In some parts of the world, up until the mid-twentieth century, each and every practicing of the pagan religion was characterized as black magic and persecuted. The history of the Bokor and Voodoo in Haiti are closely linked with the liberation of the French colonial authorities. The French authorities were strict in prosecuting anyone practicing voodoo, but could not seem to break the bond of their slaves with the old religion. Christian saints were used instead of spirits, and parts of the Christian liturgy replaced the lost prayer.

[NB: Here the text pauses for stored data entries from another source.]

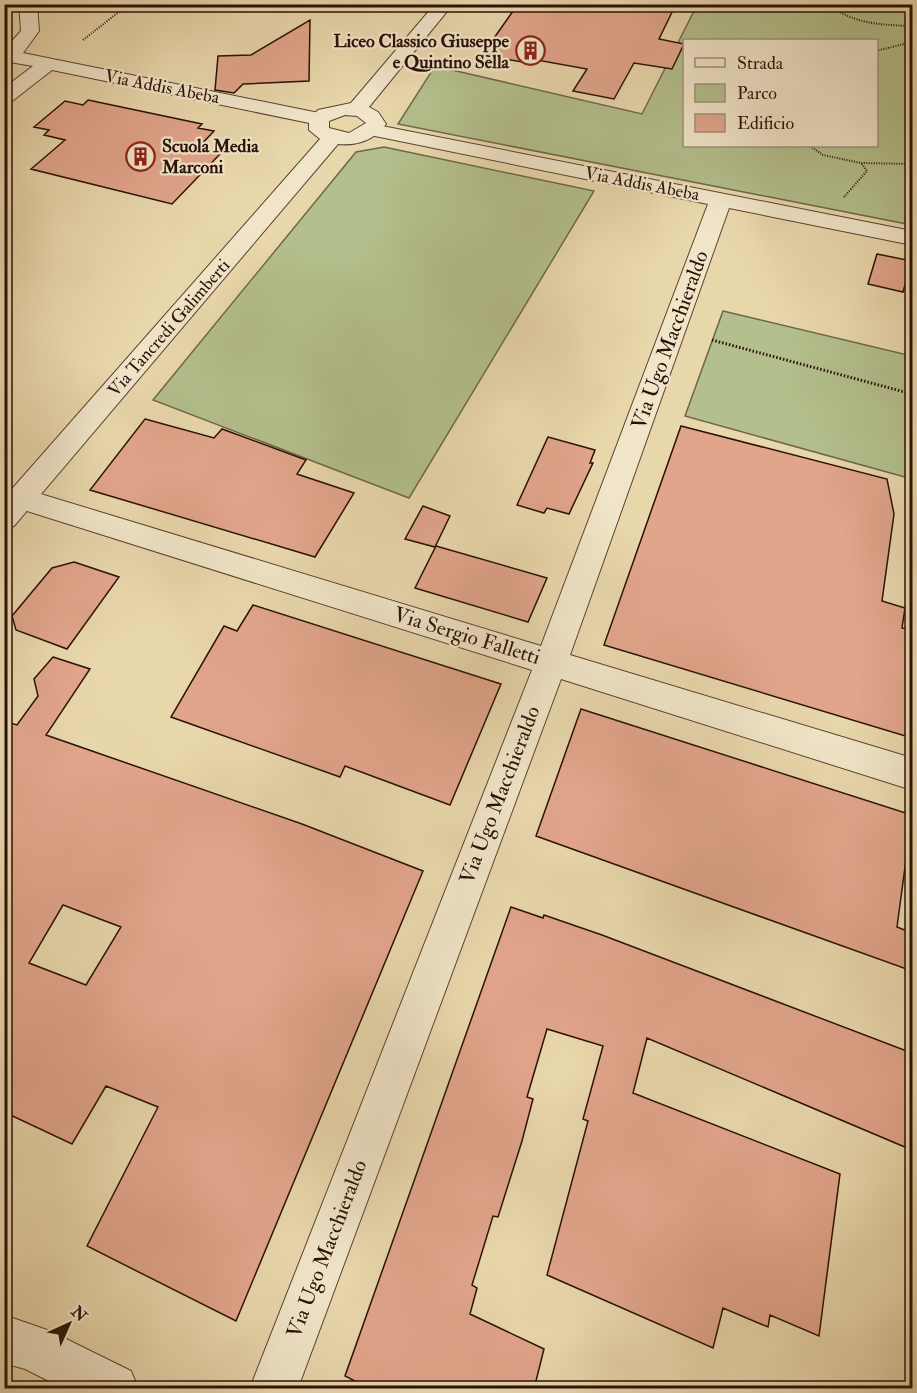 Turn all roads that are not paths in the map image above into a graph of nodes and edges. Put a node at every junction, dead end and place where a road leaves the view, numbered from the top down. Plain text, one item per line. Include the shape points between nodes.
1 (28, 4) edge
2 (445, 4) edge
3 (8, 56) edge
4 (48, 64) junction
5 (4, 98) edge
6 (357, 109) junction
7 (326, 128) junction
8 (372, 130) junction
9 (721, 200) junction
10 (912, 238) edge
11 (13, 508) edge
12 (551, 663) junction
13 (912, 774) edge
14 (4, 1339) edge
15 (114, 1389) edge
16 (273, 1389) edge

1 - 3 street via 30,31
2 - 6 street
3 - 4 street, Via Addis Abeba
4 - 5 street
4 - 7 street, Via Addis Abeba
6 - 7 street via 334,110
6 - 8 street via 374,117 376,124
7 - 8 street via 355,138
7 - 11 street, Via Tancredi Galimberti
8 - 9 street, Via Addis Abeba
9 - 10 street, Via Addis Abeba
9 - 12 street, Via Ugo Macchieraldo
11 - 12 street, Via Sergio Falletti
12 - 13 street, Via Sergio Falletti
12 - 16 street, Via Ugo Macchieraldo
14 - 15 street via 33,1348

Although Haiti had been released by the French colonial authorities in the year 1804, a great fight battle had started in 1791 among the Roman Catholic Church in cooperation with the ruling elite against the people of Haiti who persecuted voodoo and the Bokor until everything came to an end in 1950. In the times of persecution though, Voodoo survived as a secret association. Such secret voodoo associations provide not only comfort, but also the protection of the poorer parts of the population. During these times, the services a Bokor provided were important for someone’s survival. The Bokors have become an important segment of society in Haiti.

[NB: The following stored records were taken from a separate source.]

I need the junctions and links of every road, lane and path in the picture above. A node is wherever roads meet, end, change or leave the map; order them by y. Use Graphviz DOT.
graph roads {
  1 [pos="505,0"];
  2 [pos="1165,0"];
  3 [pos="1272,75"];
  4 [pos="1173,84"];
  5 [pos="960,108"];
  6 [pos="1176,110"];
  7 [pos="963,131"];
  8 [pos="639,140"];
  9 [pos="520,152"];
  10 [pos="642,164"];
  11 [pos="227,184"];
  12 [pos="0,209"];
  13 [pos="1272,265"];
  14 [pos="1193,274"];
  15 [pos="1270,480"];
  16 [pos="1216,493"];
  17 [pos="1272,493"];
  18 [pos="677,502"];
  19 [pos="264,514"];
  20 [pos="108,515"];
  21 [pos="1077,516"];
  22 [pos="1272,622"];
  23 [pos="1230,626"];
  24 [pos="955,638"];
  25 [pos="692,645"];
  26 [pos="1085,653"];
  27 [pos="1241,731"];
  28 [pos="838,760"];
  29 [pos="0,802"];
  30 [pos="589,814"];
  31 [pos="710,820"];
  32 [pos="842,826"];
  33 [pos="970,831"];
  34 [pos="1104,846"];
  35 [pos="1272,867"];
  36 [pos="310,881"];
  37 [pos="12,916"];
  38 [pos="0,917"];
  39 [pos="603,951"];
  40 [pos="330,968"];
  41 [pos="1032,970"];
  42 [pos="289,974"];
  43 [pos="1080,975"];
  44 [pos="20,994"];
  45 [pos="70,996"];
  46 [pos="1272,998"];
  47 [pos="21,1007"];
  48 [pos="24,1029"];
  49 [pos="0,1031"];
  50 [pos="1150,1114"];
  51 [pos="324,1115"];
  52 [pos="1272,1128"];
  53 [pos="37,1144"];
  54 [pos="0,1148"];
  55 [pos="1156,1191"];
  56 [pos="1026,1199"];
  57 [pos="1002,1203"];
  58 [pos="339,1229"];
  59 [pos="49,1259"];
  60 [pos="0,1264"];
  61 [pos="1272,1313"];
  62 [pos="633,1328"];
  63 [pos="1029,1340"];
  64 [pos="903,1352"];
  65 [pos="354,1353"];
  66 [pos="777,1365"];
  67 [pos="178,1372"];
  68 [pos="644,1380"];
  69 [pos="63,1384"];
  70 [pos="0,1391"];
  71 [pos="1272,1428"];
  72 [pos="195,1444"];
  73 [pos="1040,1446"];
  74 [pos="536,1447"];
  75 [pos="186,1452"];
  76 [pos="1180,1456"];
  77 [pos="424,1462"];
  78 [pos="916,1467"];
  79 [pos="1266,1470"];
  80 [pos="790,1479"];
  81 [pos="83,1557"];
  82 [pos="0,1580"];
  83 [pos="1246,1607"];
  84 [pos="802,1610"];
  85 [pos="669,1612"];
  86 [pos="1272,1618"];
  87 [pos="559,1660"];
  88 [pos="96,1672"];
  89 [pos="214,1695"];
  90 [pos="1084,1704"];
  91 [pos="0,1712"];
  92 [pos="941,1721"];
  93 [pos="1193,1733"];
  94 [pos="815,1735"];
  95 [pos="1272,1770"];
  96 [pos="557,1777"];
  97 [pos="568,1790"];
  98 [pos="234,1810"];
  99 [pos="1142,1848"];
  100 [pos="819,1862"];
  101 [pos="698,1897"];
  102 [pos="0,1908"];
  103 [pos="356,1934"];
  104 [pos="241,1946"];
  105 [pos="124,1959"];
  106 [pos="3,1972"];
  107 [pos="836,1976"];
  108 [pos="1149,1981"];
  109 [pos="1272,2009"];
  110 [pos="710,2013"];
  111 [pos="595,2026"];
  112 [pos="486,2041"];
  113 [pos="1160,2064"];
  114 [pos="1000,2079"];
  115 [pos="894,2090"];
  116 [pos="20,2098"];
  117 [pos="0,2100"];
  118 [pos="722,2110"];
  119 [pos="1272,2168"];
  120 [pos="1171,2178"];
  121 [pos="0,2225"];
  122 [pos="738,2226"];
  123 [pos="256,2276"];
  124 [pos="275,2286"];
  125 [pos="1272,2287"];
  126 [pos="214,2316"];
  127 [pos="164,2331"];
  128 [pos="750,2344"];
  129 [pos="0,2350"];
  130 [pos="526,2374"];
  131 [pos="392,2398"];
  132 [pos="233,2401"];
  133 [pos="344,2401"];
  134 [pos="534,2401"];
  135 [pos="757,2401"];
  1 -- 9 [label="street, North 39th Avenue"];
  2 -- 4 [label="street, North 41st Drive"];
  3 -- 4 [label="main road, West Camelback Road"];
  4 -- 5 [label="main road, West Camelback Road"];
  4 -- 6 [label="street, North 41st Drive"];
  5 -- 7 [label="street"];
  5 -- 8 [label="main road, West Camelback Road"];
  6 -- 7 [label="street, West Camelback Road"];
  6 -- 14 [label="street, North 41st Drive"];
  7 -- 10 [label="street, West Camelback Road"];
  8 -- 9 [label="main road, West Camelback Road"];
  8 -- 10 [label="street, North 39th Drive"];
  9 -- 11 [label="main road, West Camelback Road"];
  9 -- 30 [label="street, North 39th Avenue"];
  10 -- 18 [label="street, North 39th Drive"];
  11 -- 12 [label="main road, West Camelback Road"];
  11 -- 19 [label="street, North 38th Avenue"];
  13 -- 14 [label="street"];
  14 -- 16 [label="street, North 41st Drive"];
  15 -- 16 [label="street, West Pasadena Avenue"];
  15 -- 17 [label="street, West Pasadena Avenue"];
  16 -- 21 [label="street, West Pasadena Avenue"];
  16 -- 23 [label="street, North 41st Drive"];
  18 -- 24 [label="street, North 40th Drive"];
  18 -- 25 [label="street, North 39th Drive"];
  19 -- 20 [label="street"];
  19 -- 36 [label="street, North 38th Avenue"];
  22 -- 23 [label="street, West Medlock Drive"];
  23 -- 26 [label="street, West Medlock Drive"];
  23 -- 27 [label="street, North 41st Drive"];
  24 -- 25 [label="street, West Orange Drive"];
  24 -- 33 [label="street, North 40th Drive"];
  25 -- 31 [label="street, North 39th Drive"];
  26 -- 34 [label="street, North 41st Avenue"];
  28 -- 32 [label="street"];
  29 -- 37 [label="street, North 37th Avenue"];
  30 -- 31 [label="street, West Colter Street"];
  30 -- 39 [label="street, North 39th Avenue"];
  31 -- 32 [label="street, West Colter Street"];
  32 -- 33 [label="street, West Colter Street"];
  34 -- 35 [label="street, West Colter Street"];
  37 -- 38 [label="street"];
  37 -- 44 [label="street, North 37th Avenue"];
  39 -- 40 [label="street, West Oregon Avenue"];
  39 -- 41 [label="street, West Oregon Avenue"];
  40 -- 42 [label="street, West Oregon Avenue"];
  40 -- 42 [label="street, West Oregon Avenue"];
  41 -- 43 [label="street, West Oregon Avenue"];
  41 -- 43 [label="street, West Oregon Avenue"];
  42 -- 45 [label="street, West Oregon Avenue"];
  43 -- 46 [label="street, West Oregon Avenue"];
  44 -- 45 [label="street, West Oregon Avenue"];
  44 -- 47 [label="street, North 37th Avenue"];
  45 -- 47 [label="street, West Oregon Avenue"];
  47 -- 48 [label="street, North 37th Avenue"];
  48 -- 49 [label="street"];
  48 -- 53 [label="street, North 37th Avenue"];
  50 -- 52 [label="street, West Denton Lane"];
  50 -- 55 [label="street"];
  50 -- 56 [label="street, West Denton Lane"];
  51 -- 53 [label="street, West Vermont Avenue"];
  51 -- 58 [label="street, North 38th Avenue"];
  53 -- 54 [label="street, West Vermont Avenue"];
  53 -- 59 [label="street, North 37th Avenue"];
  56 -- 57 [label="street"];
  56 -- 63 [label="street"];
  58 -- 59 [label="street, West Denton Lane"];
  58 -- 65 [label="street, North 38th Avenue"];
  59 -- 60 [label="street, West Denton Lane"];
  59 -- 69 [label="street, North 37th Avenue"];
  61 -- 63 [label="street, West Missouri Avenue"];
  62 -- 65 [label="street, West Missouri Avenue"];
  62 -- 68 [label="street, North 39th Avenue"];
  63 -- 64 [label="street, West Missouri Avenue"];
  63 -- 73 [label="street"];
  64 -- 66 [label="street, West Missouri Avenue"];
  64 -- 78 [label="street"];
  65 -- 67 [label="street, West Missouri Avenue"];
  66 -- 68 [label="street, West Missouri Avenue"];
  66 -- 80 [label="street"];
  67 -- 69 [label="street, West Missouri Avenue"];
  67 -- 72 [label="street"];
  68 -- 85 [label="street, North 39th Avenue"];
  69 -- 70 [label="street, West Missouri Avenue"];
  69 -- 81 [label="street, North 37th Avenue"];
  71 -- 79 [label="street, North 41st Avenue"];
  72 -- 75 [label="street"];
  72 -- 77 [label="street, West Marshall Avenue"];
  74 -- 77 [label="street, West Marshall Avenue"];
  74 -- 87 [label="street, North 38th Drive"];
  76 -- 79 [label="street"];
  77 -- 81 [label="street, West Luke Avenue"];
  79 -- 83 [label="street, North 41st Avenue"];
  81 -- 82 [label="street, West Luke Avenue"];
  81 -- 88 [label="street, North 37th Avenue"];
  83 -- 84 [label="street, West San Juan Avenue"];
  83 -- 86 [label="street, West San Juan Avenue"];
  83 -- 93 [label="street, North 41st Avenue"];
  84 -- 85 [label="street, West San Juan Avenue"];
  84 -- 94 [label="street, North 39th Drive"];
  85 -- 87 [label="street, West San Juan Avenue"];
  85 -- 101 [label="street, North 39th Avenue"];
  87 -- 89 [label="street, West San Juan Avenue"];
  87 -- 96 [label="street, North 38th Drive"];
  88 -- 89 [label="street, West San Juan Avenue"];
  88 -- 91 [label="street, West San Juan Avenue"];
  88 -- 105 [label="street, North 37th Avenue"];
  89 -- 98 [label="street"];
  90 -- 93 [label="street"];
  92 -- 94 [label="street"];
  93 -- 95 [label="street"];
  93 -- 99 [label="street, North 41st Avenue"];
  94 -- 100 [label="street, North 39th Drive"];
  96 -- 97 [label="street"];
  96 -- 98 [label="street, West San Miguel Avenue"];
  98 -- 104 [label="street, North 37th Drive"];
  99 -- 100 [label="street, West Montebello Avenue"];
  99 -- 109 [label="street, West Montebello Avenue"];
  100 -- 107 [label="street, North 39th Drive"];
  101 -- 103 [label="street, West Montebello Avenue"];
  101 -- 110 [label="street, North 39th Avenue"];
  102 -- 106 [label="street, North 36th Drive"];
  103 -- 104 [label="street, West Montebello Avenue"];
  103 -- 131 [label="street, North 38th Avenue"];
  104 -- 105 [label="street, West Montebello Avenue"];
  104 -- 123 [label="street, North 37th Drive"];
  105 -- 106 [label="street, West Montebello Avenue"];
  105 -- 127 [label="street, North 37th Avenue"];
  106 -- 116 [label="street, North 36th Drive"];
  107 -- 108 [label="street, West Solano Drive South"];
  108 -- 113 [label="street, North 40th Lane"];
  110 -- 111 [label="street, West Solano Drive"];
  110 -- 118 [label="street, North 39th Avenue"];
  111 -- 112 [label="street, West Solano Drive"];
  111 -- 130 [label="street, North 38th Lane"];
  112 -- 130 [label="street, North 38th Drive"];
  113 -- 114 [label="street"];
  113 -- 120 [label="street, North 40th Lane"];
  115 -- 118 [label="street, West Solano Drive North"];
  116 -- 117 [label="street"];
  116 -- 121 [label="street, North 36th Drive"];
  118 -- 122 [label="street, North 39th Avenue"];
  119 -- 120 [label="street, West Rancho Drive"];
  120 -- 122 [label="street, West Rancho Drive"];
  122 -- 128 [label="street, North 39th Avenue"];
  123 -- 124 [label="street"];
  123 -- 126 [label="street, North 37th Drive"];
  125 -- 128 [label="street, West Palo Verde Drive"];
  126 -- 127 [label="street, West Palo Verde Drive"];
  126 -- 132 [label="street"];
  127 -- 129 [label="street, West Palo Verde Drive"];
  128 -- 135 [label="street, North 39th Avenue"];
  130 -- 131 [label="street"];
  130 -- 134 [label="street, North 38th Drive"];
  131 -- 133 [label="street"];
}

Bokor and the belief in zombification go hand in hand in Haitian history. In 1883, the criminal law of Haiti provided a clause, which forbid turning people into zombies. Initially, the law was a simple clause, which forbade poisoning, and provided that each type of poisoning be considered an attack on life. Later, the provisions were added that stated that every human poisoning that could put a victim in a lethargic state without his own will, would be prosecuted as attempted homicide.

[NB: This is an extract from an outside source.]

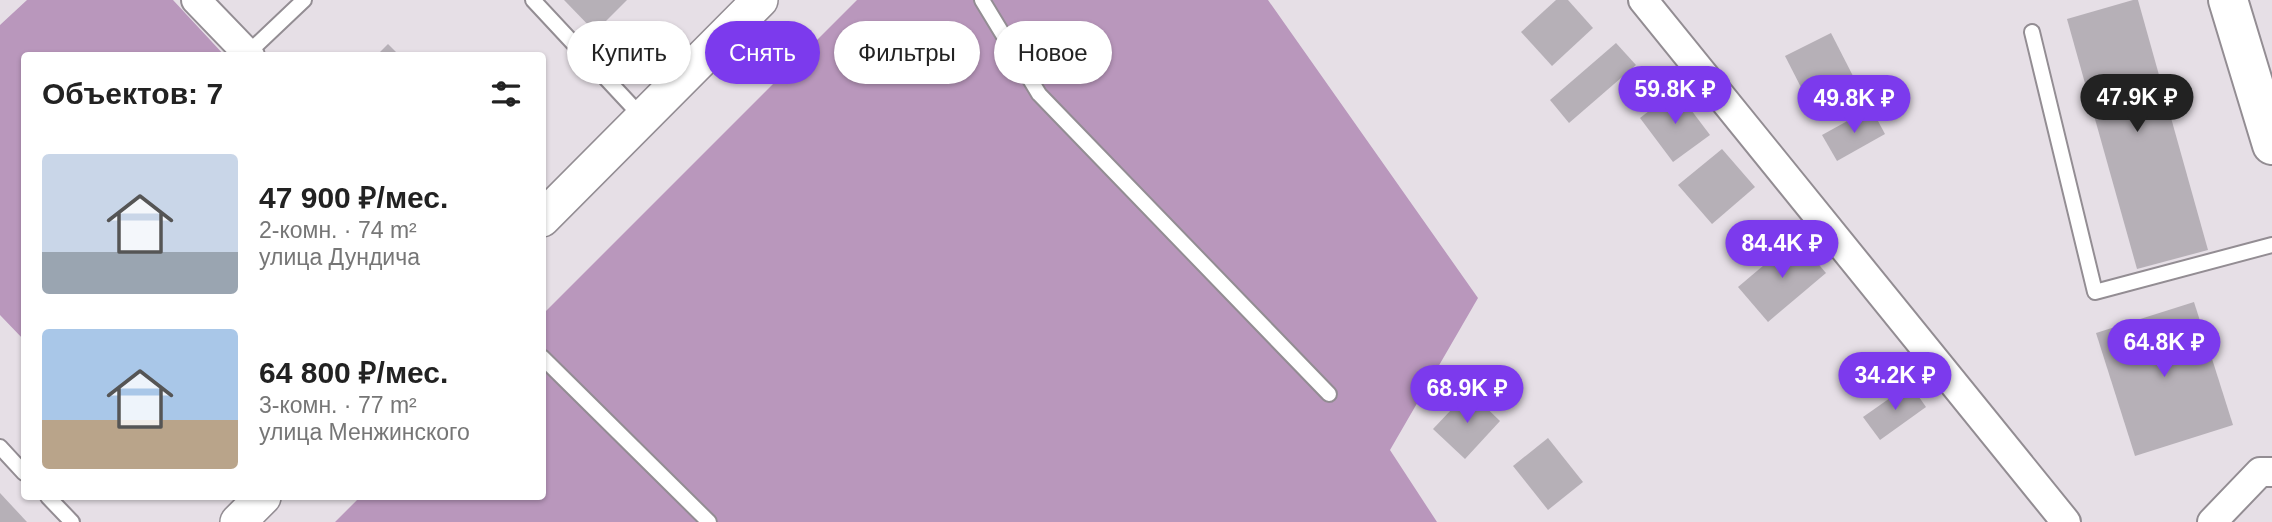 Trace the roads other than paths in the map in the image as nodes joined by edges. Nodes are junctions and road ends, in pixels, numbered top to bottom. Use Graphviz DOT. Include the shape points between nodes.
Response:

During the oppressive Duvalier regime form 1957 to 1984, the cruel and brutal secret police known as the Tonton Macoute were said to employ powerful bokor sorcerers, and used the threat of zombification to quell resistance among the superstitious population. It was also said about Duvalier that he had a private armie of zombies loyal to him, as he was a devout voodooist, a Bokor.
The mystery of Bokor and the transformation of people into zombies attracted many researchers, anthropologists and ethno-biologists to Haiti who were dedicated to exploring this phenomenon in greater depth, especially after the American occupation of Haiti from 1915 to 1934. One of the most famous ethno biologists, who went to Haiti and studied Bokor and zombifikation of people is Wade Davis, who has published a book called: Passage of Darkness: The Ethnobiology of the Haitian Zombie.
In today’s more rural parts of Haiti, Bokor are still present, and the practice of raising zombies is still being practiced to some extent. Bokor and the services they provide are still a constituent part of life of a cultural and religious heritage of Haiti.